Se disant sobre depuis trois ans et demi, il avait répété n'être «ni antisémite, ni raciste», et expliqué ses propos par un «mécanisme de défense» lié à des «traumatismes subis dans l'enfance». Cheveux longs et blonds et cravate violette, il avait aussi émis «l'espoir» de pouvoir rendre visite à Bernard Arnault, le patron du groupe LVMH propriétaire de Dior, et «lui expliquer ce qui s'est passé».

Outre son licenciement par Dior, John Galliano a aussi perdu la marque de prêt-à-porter qui porte toujours son nom.

Sa deuxième vie, il la commence donc à la Maison Martin Margiela, créée par le styliste belge Martin Margiela qui l'a dirigée de 1988 à 2009.

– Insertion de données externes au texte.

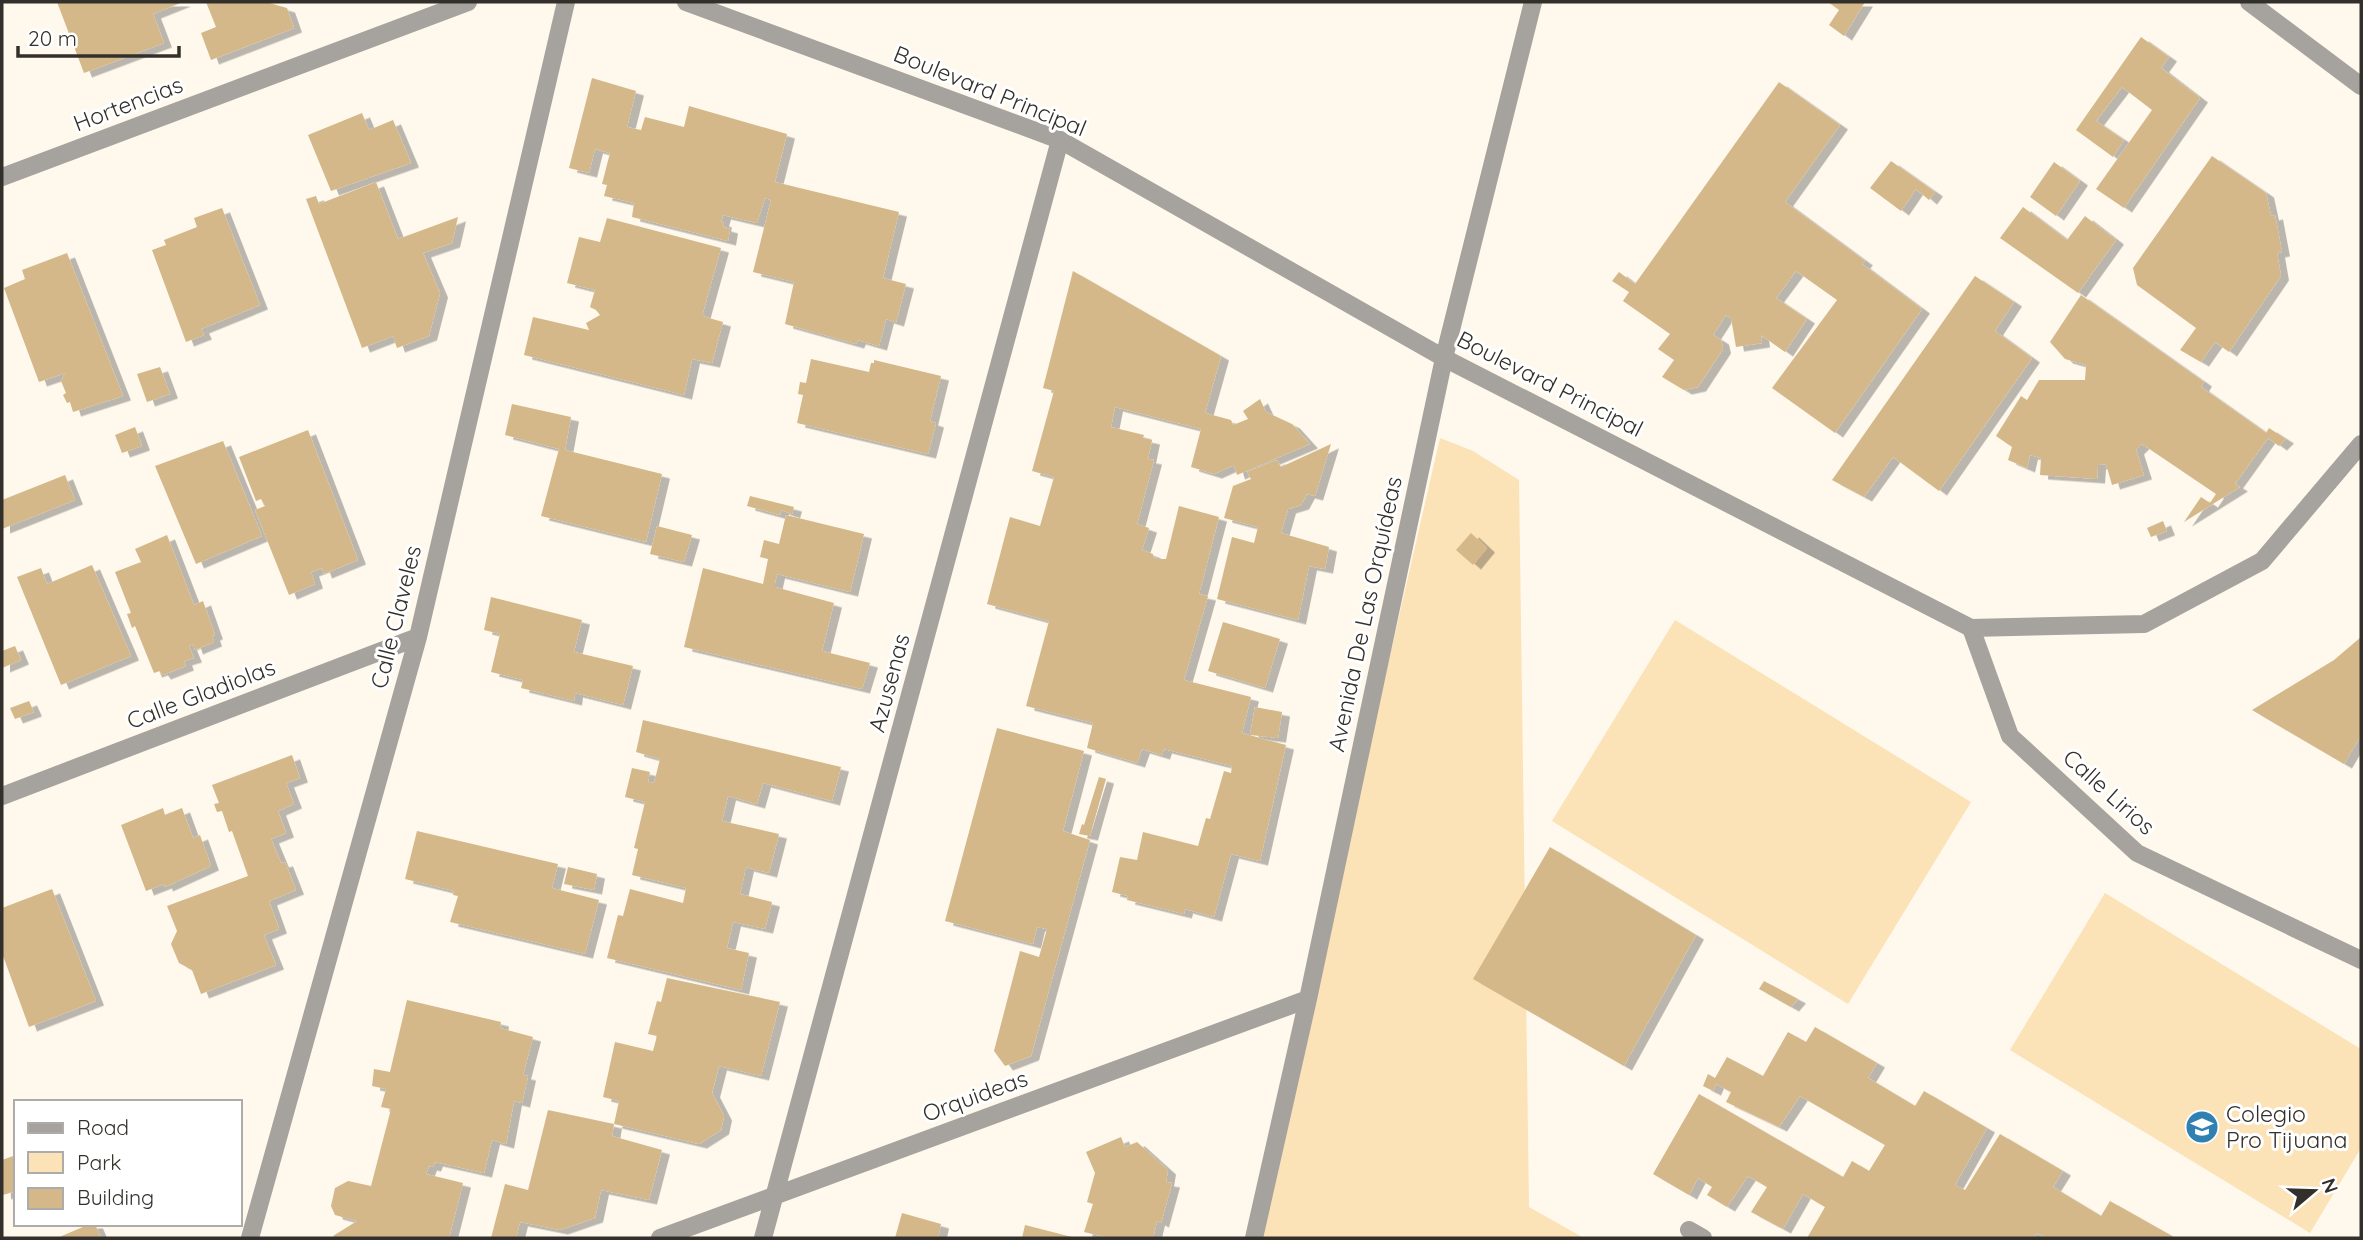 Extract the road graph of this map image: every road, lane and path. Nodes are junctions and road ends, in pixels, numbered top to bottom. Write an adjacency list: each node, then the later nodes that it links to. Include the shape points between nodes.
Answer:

Pour Serge Carreira, spécialiste de la mode et du luxe et professeur à Sciences Po, l'arrivée du Britannique chez Maison Martin Margiela est «d'un certain point de vue surprenante». «John Galliano a incarné, avec Tom Ford chez Gucci ou Karl Lagerfeld chez Chanel, le créateur superstar alors que la Maison Martin Margiela est fondée sur l'anonymat et le collectif du studio», souligne-t-il.

«Ce sera, certainement, pour le créateur britannique, l'occasion de montrer une autre face de son travail. Il fait le choix de l'avant-garde, de l'expérimentation, mais aussi de la virtuosité technique», note encore l'expert. «L'enjeu, pour John Galliano, sera de démontrer qu'il est toujours bien en prise avec son époque et qu'il est en mesure de traduire l'esprit de la maison sans le dénaturer».